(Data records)
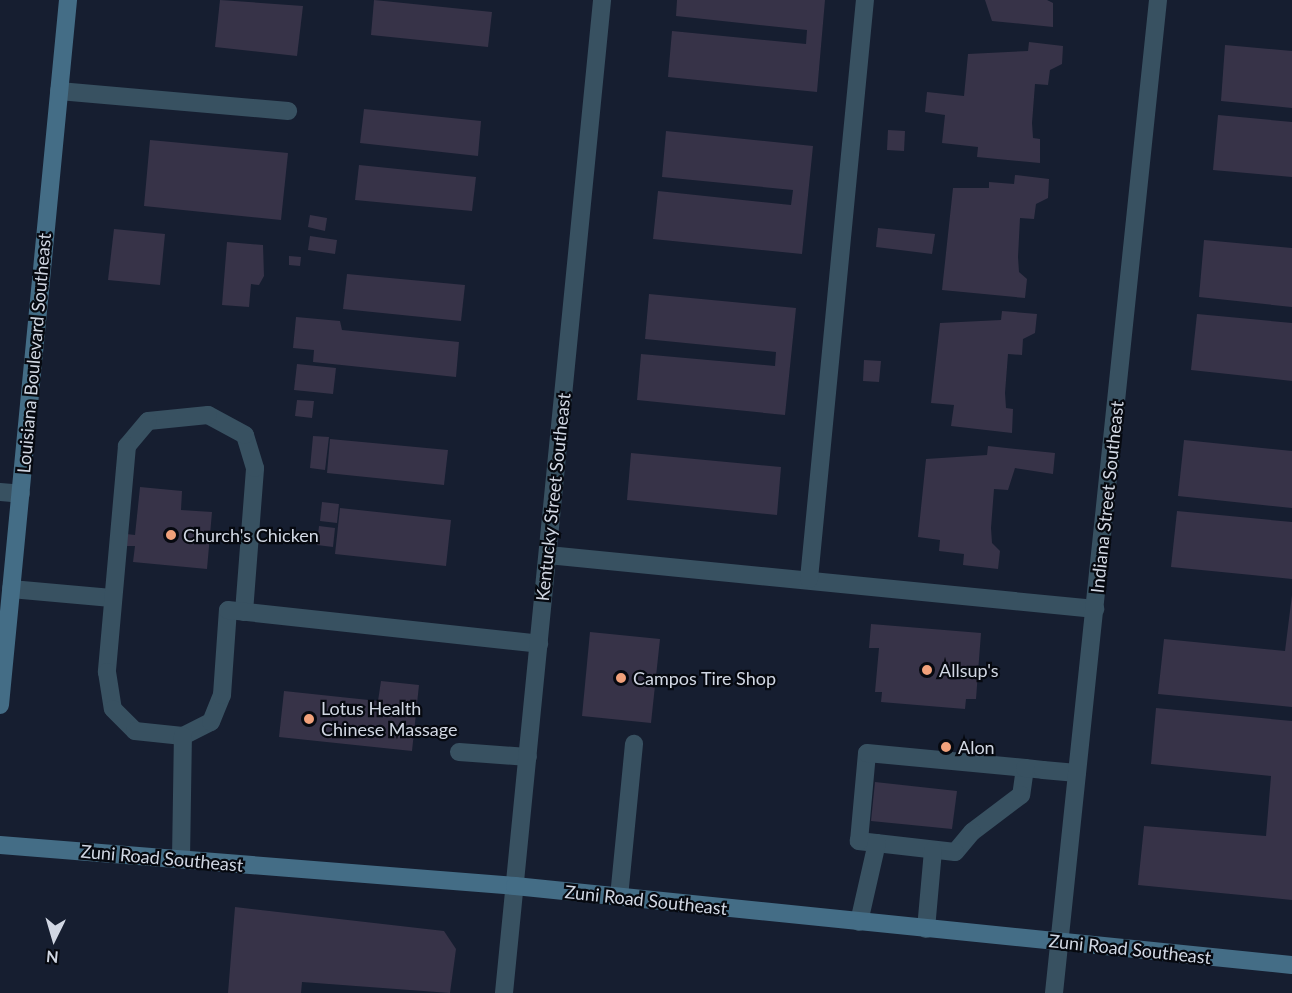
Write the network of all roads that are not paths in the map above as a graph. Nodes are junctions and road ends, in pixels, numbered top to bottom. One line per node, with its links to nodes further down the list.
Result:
1 (68, 0): 5 (street, Louisiana Boulevard Southeast)
2 (602, 0): 9 (street, Kentucky Street Southeast)
3 (865, 0): 10 (street)
4 (1158, 0): 13 (street, Indiana Street Southeast)
5 (59, 91): 6 (street); 8 (street, Louisiana Boulevard Southeast)
6 (288, 111)
7 (0, 492): 8 (street)
8 (21, 494): 11 (street, Louisiana Boulevard Southeast)
9 (548, 555): 10 (street); 15 (street, Kentucky Street Southeast)
10 (809, 579): 13 (street)
11 (11, 589): 12 (street); 16 (street, Louisiana Boulevard Southeast)
12 (112, 598): 14 (street); 17 (street)
13 (1095, 609): 22 (street, Indiana Street Southeast)
14 (244, 612): 15 (street); 17 (street)
15 (539, 644): 20 (street, Kentucky Street Southeast)
16 (0, 705)
17 (183, 736): 26 (street)
18 (634, 744): 28 (street)
19 (459, 752): 20 (street)
20 (528, 757): 27 (street, Kentucky Street Southeast)
21 (1025, 768): 22 (street); 23 (street); 25 (street)
22 (1077, 773): 31 (street, Indiana Street Southeast)
23 (877, 843): 25 (street); 29 (street)
24 (0, 845): 26 (street, Zuni Road Southeast)
25 (933, 850): 30 (street)
26 (181, 859): 27 (street, Zuni Road Southeast)
27 (515, 886): 28 (street, Zuni Road Southeast); 33 (street, Kentucky Street Southeast)
28 (619, 897): 29 (street, Zuni Road Southeast)
29 (859, 922): 30 (street, Zuni Road Southeast)
30 (926, 929): 31 (street, Zuni Road Southeast)
31 (1060, 943): 32 (street, Zuni Road Southeast); 34 (street, Indiana Street Southeast)
32 (1292, 965)
33 (504, 993)
34 (1054, 993)

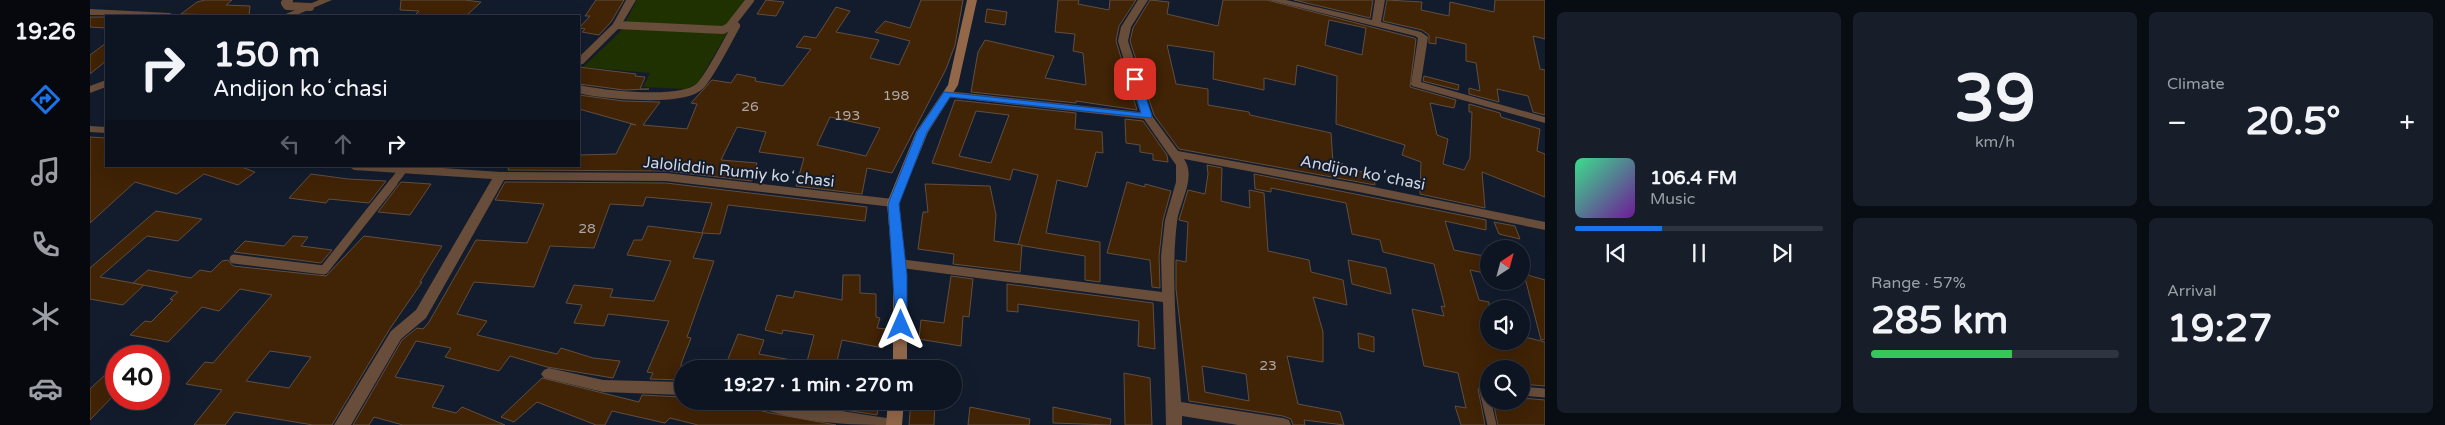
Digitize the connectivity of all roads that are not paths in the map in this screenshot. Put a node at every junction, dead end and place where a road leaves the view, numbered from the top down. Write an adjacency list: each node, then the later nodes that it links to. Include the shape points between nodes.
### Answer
1 (289, 0): 9 (lane, via 285,3 287,6)
2 (327, 0): 9 (street)
3 (631, 0): 14 (street)
4 (750, 0): 14 (lane, via 723,30)
5 (972, 0): 20 (street, via 953,85)
6 (1143, 0): 21 (street, via 1126,27 1124,41)
7 (1274, 0): 13 (street)
8 (1380, 0): 13 (street)
9 (310, 7): 12 (street)
10 (90, 12): 11 (street)
11 (150, 15)
12 (289, 15)
13 (1376, 23): 22 (street, via 1412,31 1423,37 1416,84)
14 (617, 25): 16 (street)
15 (736, 26): 18 (lane, via 700,86 684,95 604,95)
16 (580, 61)
17 (105, 83): 19 (street)
18 (580, 89)
19 (90, 90)
20 (948, 94): 21 (street); 29 (street, via 922,132)
21 (1147, 116): 25 (street)
22 (1545, 120)
23 (90, 129): 24 (street)
24 (105, 130)
25 (1175, 154): 30 (street, Andijon koʻchasi); 33 (street, via 1182,165 1182,182 1171,220 1168,256)
26 (364, 167): 27 (street, Jaloliddin Rumiy koʻchasi)
27 (402, 171): 28 (street, Jaloliddin Rumiy koʻchasi); 31 (lane, via 324,270)
28 (496, 172): 29 (street, Jaloliddin Rumiy koʻchasi, via 666,177); 43 (street, via 421,314 396,336)
29 (893, 204): 32 (street)
30 (1545, 226)
31 (234, 259)
32 (899, 264): 33 (street); 34 (street)
33 (1170, 298): 39 (street)
34 (900, 360)
35 (549, 374): 36 (street, via 603,386)
36 (674, 389)
37 (1530, 392): 38 (lane)
38 (1545, 393)
39 (1173, 408): 46 (street); 47 (street)
40 (790, 410): 44 (street)
41 (895, 410): 45 (street)
42 (1488, 410): 48 (lane)
43 (342, 425)
44 (887, 425)
45 (894, 425)
46 (1174, 425)
47 (1283, 425)
48 (1492, 425)

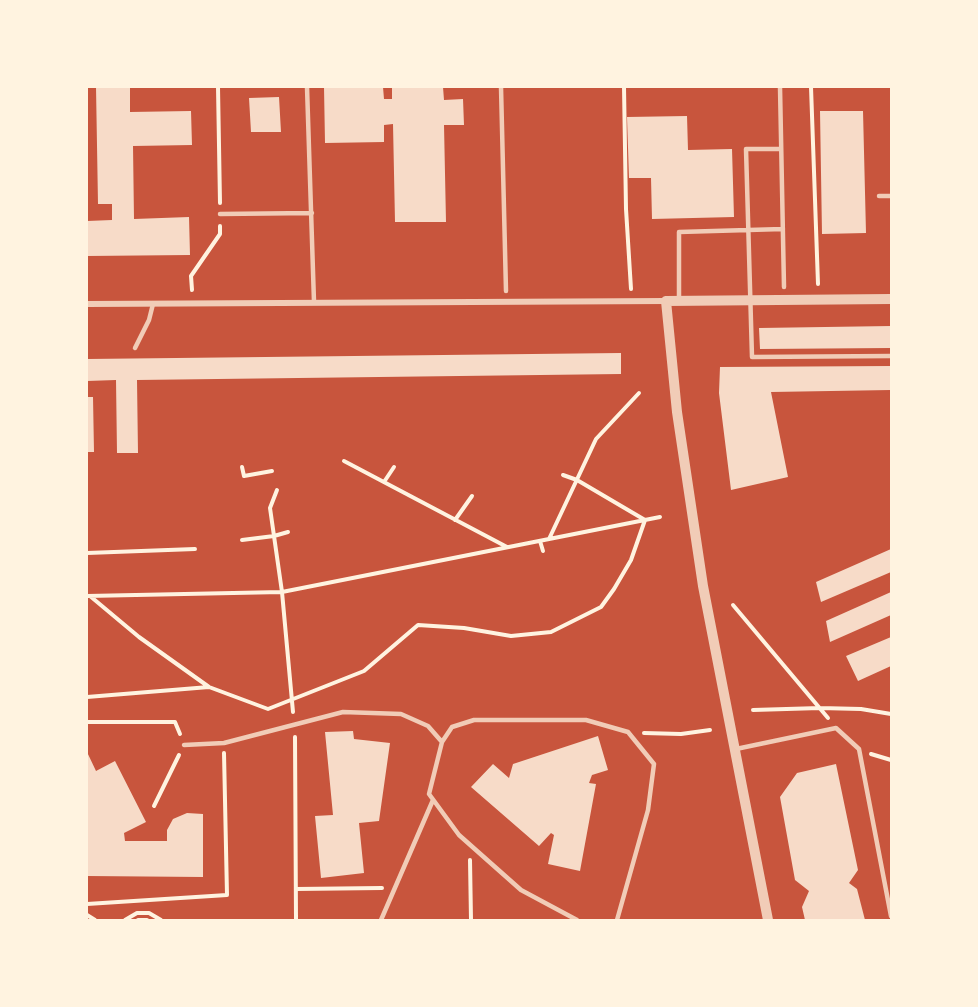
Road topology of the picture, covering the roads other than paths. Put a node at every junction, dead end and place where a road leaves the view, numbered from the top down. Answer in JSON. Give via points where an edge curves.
{"nodes":[{"id":1,"x":307,"y":87,"type":"edge"},
{"id":2,"x":501,"y":87,"type":"edge"},
{"id":3,"x":780,"y":87,"type":"edge"},
{"id":4,"x":781,"y":149,"type":"junction"},
{"id":5,"x":879,"y":196,"type":"dead end"},
{"id":6,"x":891,"y":196,"type":"edge"},
{"id":7,"x":312,"y":213,"type":"junction"},
{"id":8,"x":220,"y":214,"type":"road end"},
{"id":9,"x":783,"y":229,"type":"junction"},
{"id":10,"x":748,"y":230,"type":"junction"},
{"id":11,"x":784,"y":287,"type":"dead end"},
{"id":12,"x":506,"y":291,"type":"dead end"},
{"id":13,"x":891,"y":299,"type":"edge"},
{"id":14,"x":666,"y":301,"type":"junction"},
{"id":15,"x":680,"y":301,"type":"junction"},
{"id":16,"x":750,"y":301,"type":"junction"},
{"id":17,"x":314,"y":302,"type":"junction"},
{"id":18,"x":87,"y":304,"type":"edge"},
{"id":19,"x":153,"y":304,"type":"junction"},
{"id":20,"x":135,"y":348,"type":"dead end"},
{"id":21,"x":891,"y":356,"type":"edge"},
{"id":22,"x":442,"y":742,"type":"junction"},
{"id":23,"x":184,"y":745,"type":"road end"},
{"id":24,"x":735,"y":750,"type":"junction"},
{"id":25,"x":433,"y":800,"type":"junction"},
{"id":26,"x":891,"y":916,"type":"edge"},
{"id":27,"x":381,"y":920,"type":"edge"},
{"id":28,"x":577,"y":920,"type":"edge"},
{"id":29,"x":617,"y":920,"type":"edge"},
{"id":30,"x":768,"y":920,"type":"edge"}],
"edges":[{"from":1,"to":7,"type":"lane"},
{"from":2,"to":12,"type":"lane"},
{"from":3,"to":4,"type":"lane"},
{"from":4,"to":9,"type":"lane"},
{"from":4,"to":10,"type":"lane","via":[[746,149]]},
{"from":5,"to":6,"type":"lane"},
{"from":7,"to":8,"type":"lane"},
{"from":7,"to":17,"type":"lane"},
{"from":9,"to":10,"type":"lane"},
{"from":9,"to":11,"type":"lane"},
{"from":10,"to":15,"type":"lane","via":[[679,232]]},
{"from":10,"to":16,"type":"lane"},
{"from":13,"to":16,"type":"street"},
{"from":14,"to":15,"type":"street"},
{"from":14,"to":17,"type":"street"},
{"from":14,"to":24,"type":"street","via":[[695,532]]},
{"from":15,"to":16,"type":"street"},
{"from":16,"to":21,"type":"lane","via":[[752,357]]},
{"from":17,"to":19,"type":"street"},
{"from":18,"to":19,"type":"street"},
{"from":19,"to":20,"type":"lane"},
{"from":22,"to":23,"type":"lane","via":[[428,726],[401,714],[343,712],[224,743]]},
{"from":22,"to":25,"type":"lane","via":[[429,794]]},
{"from":22,"to":29,"type":"lane","via":[[452,727],[474,720],[586,720],[628,732],[654,764],[648,810]]},
{"from":24,"to":26,"type":"lane","via":[[836,728],[859,749]]},
{"from":24,"to":30,"type":"street"},
{"from":25,"to":27,"type":"lane"},
{"from":25,"to":28,"type":"lane","via":[[459,835],[520,890]]}]}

Exercise prompt :: Return the records above exactly, without the pictures.

Problem solution ::
Write the network of all roads that are not paths in the map above as a graph. Nodes are junctions and road ends, in pixels, numbered top to bottom. One line per node, with its links to nodes further down the list.
Result:
1 (68, 0): 5 (street, Louisiana Boulevard Southeast)
2 (602, 0): 9 (street, Kentucky Street Southeast)
3 (865, 0): 10 (street)
4 (1158, 0): 13 (street, Indiana Street Southeast)
5 (59, 91): 6 (street); 8 (street, Louisiana Boulevard Southeast)
6 (288, 111)
7 (0, 492): 8 (street)
8 (21, 494): 11 (street, Louisiana Boulevard Southeast)
9 (548, 555): 10 (street); 15 (street, Kentucky Street Southeast)
10 (809, 579): 13 (street)
11 (11, 589): 12 (street); 16 (street, Louisiana Boulevard Southeast)
12 (112, 598): 14 (street); 17 (street)
13 (1095, 609): 22 (street, Indiana Street Southeast)
14 (244, 612): 15 (street); 17 (street)
15 (539, 644): 20 (street, Kentucky Street Southeast)
16 (0, 705)
17 (183, 736): 26 (street)
18 (634, 744): 28 (street)
19 (459, 752): 20 (street)
20 (528, 757): 27 (street, Kentucky Street Southeast)
21 (1025, 768): 22 (street); 23 (street); 25 (street)
22 (1077, 773): 31 (street, Indiana Street Southeast)
23 (877, 843): 25 (street); 29 (street)
24 (0, 845): 26 (street, Zuni Road Southeast)
25 (933, 850): 30 (street)
26 (181, 859): 27 (street, Zuni Road Southeast)
27 (515, 886): 28 (street, Zuni Road Southeast); 33 (street, Kentucky Street Southeast)
28 (619, 897): 29 (street, Zuni Road Southeast)
29 (859, 922): 30 (street, Zuni Road Southeast)
30 (926, 929): 31 (street, Zuni Road Southeast)
31 (1060, 943): 32 (street, Zuni Road Southeast); 34 (street, Indiana Street Southeast)
32 (1292, 965)
33 (504, 993)
34 (1054, 993)

Digitize the connectivity of all roads that are not paths in the map in this screenshot. Put a node at every junction, dead end and place where a road leaves the view, numbered from the top down. Write an adjacency list: each node, then the later nodes that it links to. Include the shape points between nodes.
### Answer
1 (289, 0): 9 (lane, via 285,3 287,6)
2 (327, 0): 9 (street)
3 (631, 0): 14 (street)
4 (750, 0): 14 (lane, via 723,30)
5 (972, 0): 20 (street, via 953,85)
6 (1143, 0): 21 (street, via 1126,27 1124,41)
7 (1274, 0): 13 (street)
8 (1380, 0): 13 (street)
9 (310, 7): 12 (street)
10 (90, 12): 11 (street)
11 (150, 15)
12 (289, 15)
13 (1376, 23): 22 (street, via 1412,31 1423,37 1416,84)
14 (617, 25): 16 (street)
15 (736, 26): 18 (lane, via 700,86 684,95 604,95)
16 (580, 61)
17 (105, 83): 19 (street)
18 (580, 89)
19 (90, 90)
20 (948, 94): 21 (street); 29 (street, via 922,132)
21 (1147, 116): 25 (street)
22 (1545, 120)
23 (90, 129): 24 (street)
24 (105, 130)
25 (1175, 154): 30 (street, Andijon koʻchasi); 33 (street, via 1182,165 1182,182 1171,220 1168,256)
26 (364, 167): 27 (street, Jaloliddin Rumiy koʻchasi)
27 (402, 171): 28 (street, Jaloliddin Rumiy koʻchasi); 31 (lane, via 324,270)
28 (496, 172): 29 (street, Jaloliddin Rumiy koʻchasi, via 666,177); 43 (street, via 421,314 396,336)
29 (893, 204): 32 (street)
30 (1545, 226)
31 (234, 259)
32 (899, 264): 33 (street); 34 (street)
33 (1170, 298): 39 (street)
34 (900, 360)
35 (549, 374): 36 (street, via 603,386)
36 (674, 389)
37 (1530, 392): 38 (lane)
38 (1545, 393)
39 (1173, 408): 46 (street); 47 (street)
40 (790, 410): 44 (street)
41 (895, 410): 45 (street)
42 (1488, 410): 48 (lane)
43 (342, 425)
44 (887, 425)
45 (894, 425)
46 (1174, 425)
47 (1283, 425)
48 (1492, 425)

Road topology of the picture, covering the roads other than paths. Put a node at every junction, dead end and place where a road leaves the view, numbered from the top down. Answer in JSON. Give via points where an edge curves.
{"nodes":[{"id":1,"x":307,"y":87,"type":"edge"},
{"id":2,"x":501,"y":87,"type":"edge"},
{"id":3,"x":780,"y":87,"type":"edge"},
{"id":4,"x":781,"y":149,"type":"junction"},
{"id":5,"x":879,"y":196,"type":"dead end"},
{"id":6,"x":891,"y":196,"type":"edge"},
{"id":7,"x":312,"y":213,"type":"junction"},
{"id":8,"x":220,"y":214,"type":"road end"},
{"id":9,"x":783,"y":229,"type":"junction"},
{"id":10,"x":748,"y":230,"type":"junction"},
{"id":11,"x":784,"y":287,"type":"dead end"},
{"id":12,"x":506,"y":291,"type":"dead end"},
{"id":13,"x":891,"y":299,"type":"edge"},
{"id":14,"x":666,"y":301,"type":"junction"},
{"id":15,"x":680,"y":301,"type":"junction"},
{"id":16,"x":750,"y":301,"type":"junction"},
{"id":17,"x":314,"y":302,"type":"junction"},
{"id":18,"x":87,"y":304,"type":"edge"},
{"id":19,"x":153,"y":304,"type":"junction"},
{"id":20,"x":135,"y":348,"type":"dead end"},
{"id":21,"x":891,"y":356,"type":"edge"},
{"id":22,"x":442,"y":742,"type":"junction"},
{"id":23,"x":184,"y":745,"type":"road end"},
{"id":24,"x":735,"y":750,"type":"junction"},
{"id":25,"x":433,"y":800,"type":"junction"},
{"id":26,"x":891,"y":916,"type":"edge"},
{"id":27,"x":381,"y":920,"type":"edge"},
{"id":28,"x":577,"y":920,"type":"edge"},
{"id":29,"x":617,"y":920,"type":"edge"},
{"id":30,"x":768,"y":920,"type":"edge"}],
"edges":[{"from":1,"to":7,"type":"lane"},
{"from":2,"to":12,"type":"lane"},
{"from":3,"to":4,"type":"lane"},
{"from":4,"to":9,"type":"lane"},
{"from":4,"to":10,"type":"lane","via":[[746,149]]},
{"from":5,"to":6,"type":"lane"},
{"from":7,"to":8,"type":"lane"},
{"from":7,"to":17,"type":"lane"},
{"from":9,"to":10,"type":"lane"},
{"from":9,"to":11,"type":"lane"},
{"from":10,"to":15,"type":"lane","via":[[679,232]]},
{"from":10,"to":16,"type":"lane"},
{"from":13,"to":16,"type":"street"},
{"from":14,"to":15,"type":"street"},
{"from":14,"to":17,"type":"street"},
{"from":14,"to":24,"type":"street","via":[[695,532]]},
{"from":15,"to":16,"type":"street"},
{"from":16,"to":21,"type":"lane","via":[[752,357]]},
{"from":17,"to":19,"type":"street"},
{"from":18,"to":19,"type":"street"},
{"from":19,"to":20,"type":"lane"},
{"from":22,"to":23,"type":"lane","via":[[428,726],[401,714],[343,712],[224,743]]},
{"from":22,"to":25,"type":"lane","via":[[429,794]]},
{"from":22,"to":29,"type":"lane","via":[[452,727],[474,720],[586,720],[628,732],[654,764],[648,810]]},
{"from":24,"to":26,"type":"lane","via":[[836,728],[859,749]]},
{"from":24,"to":30,"type":"street"},
{"from":25,"to":27,"type":"lane"},
{"from":25,"to":28,"type":"lane","via":[[459,835],[520,890]]}]}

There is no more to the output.